Each record below should be returned word for word, with no pictures included.

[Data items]
= = =
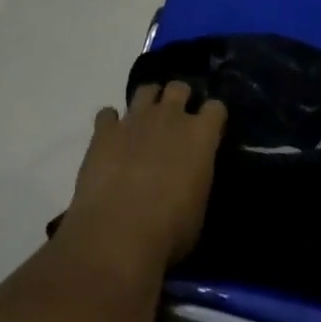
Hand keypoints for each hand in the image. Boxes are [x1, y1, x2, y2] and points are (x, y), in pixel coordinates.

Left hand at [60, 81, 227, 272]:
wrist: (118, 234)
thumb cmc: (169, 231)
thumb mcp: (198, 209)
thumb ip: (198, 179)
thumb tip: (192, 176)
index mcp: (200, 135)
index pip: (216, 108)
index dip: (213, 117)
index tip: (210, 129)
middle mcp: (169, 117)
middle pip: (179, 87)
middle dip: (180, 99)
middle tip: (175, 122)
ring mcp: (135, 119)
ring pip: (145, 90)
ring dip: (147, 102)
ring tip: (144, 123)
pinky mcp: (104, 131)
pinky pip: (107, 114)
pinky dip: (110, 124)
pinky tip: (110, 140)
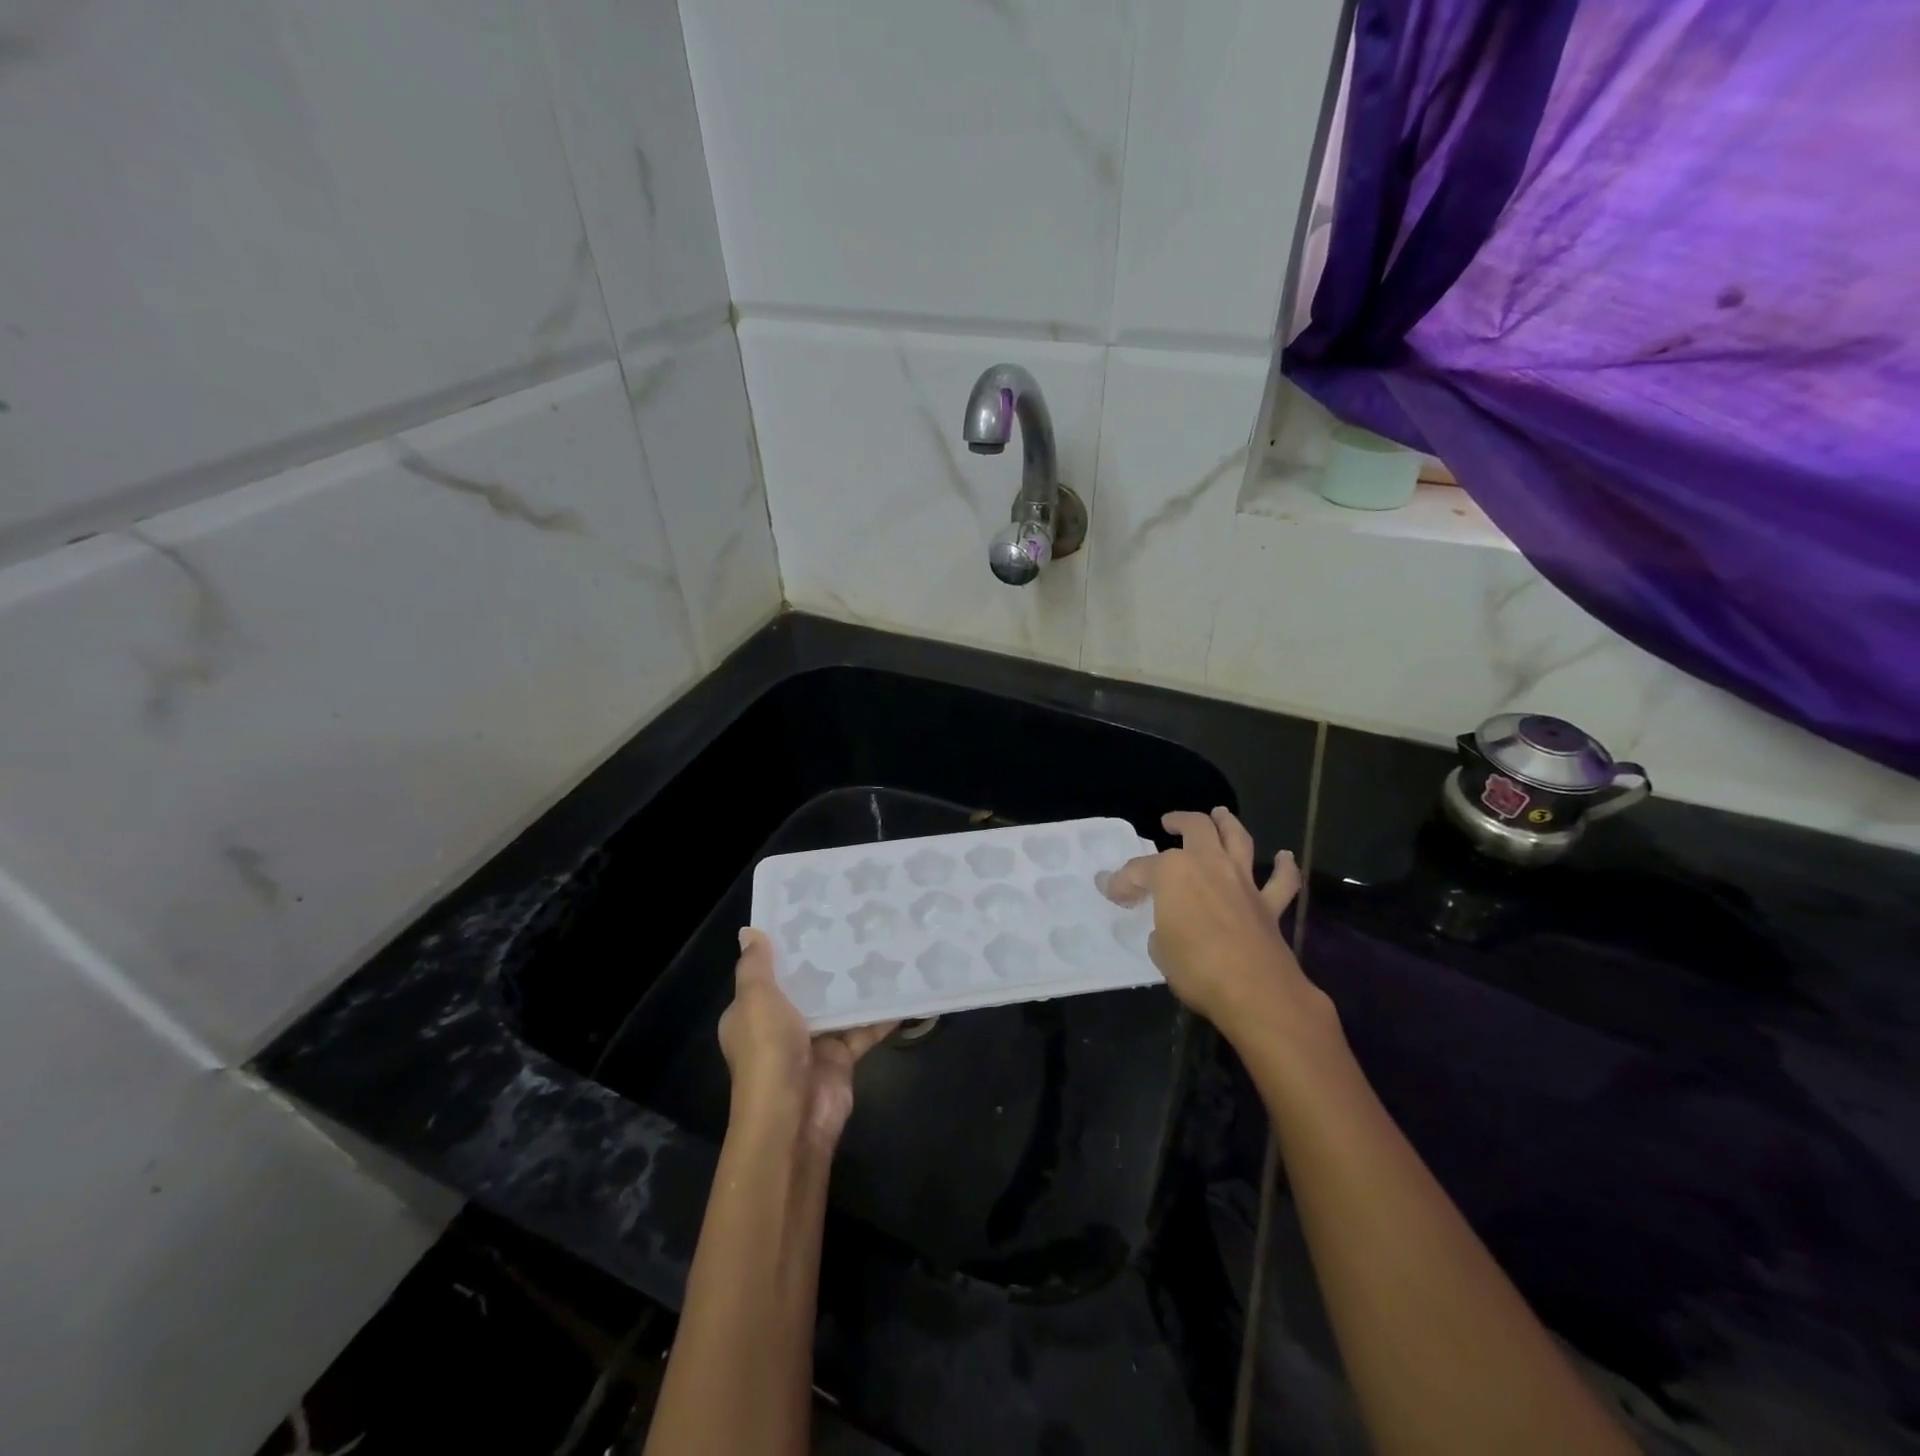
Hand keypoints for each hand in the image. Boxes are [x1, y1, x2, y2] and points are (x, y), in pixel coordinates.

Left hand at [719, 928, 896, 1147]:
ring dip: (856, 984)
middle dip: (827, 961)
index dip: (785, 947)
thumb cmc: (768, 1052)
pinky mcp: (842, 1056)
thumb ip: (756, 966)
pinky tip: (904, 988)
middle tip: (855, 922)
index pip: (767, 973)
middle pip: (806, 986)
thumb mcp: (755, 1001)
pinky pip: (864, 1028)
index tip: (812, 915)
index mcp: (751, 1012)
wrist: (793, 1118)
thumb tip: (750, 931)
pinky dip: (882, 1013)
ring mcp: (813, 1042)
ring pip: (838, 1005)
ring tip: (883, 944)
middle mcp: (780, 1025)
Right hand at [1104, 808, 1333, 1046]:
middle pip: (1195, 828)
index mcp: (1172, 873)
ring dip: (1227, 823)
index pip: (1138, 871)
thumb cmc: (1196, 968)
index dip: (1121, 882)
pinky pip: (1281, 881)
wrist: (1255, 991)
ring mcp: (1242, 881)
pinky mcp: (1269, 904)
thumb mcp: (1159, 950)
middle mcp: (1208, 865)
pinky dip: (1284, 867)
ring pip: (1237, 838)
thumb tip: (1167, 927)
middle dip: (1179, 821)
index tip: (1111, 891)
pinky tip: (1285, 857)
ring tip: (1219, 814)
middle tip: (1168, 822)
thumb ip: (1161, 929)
= = =
Solution for this problem
Hand keypoints for each hand in the image. Boxes are [x1, y1, x2, y2] and points are (x, y), in pixel coordinates.

Left hand at [60, 81, 227, 272]:
wrist: (118, 234)
thumb cmc: (169, 231)
thumb mcp: (198, 209)
thumb ip: (198, 179)
thumb tip: (192, 176)
index mcp: (200, 135)
index pip: (216, 108)
index dip: (213, 117)
index tip: (210, 129)
middle mcp: (169, 117)
middle pip: (179, 87)
middle dip: (180, 99)
middle tip: (175, 122)
ring mcp: (135, 119)
ring pip: (145, 90)
ring dip: (147, 102)
ring tip: (144, 123)
pinky mcp: (104, 131)
pinky pip: (107, 114)
pinky dip: (110, 124)
pinky tip: (110, 140)
Hand keypoints for each hand in the image. Boxes are [x1, y1, x2, y2] and points are (x, y), in pixel coordinates.

Left hand at [719, 928, 896, 1147]:
ring dip: (856, 984)
middle dip: (827, 961)
index dip: (785, 947)
thumb cmc: (768, 1052)
pinky mcp: (842, 1056)
thumb ip: (756, 966)
pinky tip: (904, 988)
middle tip: (855, 922)
index pip: (767, 973)
middle pip: (806, 986)
thumb mcp: (755, 1001)
pinky pip: (864, 1028)
index tip: (812, 915)
index mcp: (751, 1012)
wrist: (793, 1118)
thumb tip: (750, 931)
pinky dip: (882, 1013)
ring mcp: (813, 1042)
ring pip: (838, 1005)
ring tip: (883, 944)
middle mcp: (780, 1025)
Right hand at [1104, 808, 1333, 1046]:
middle pip: (1195, 828)
index mcp: (1172, 873)
ring dip: (1227, 823)
index pip: (1138, 871)
thumb cmc: (1196, 968)
index dip: (1121, 882)
pinky pip: (1281, 881)
wrist: (1255, 991)
ring mcp: (1242, 881)
pinky mcp: (1269, 904)
thumb mcp: (1159, 950)
middle mcp: (1208, 865)
pinky dip: (1284, 867)
ring pip: (1237, 838)
thumb tip: (1167, 927)
middle dip: (1179, 821)
index tip: (1111, 891)
pinky tip: (1285, 857)
ring tip: (1219, 814)
middle tip: (1168, 822)
thumb ip: (1161, 929)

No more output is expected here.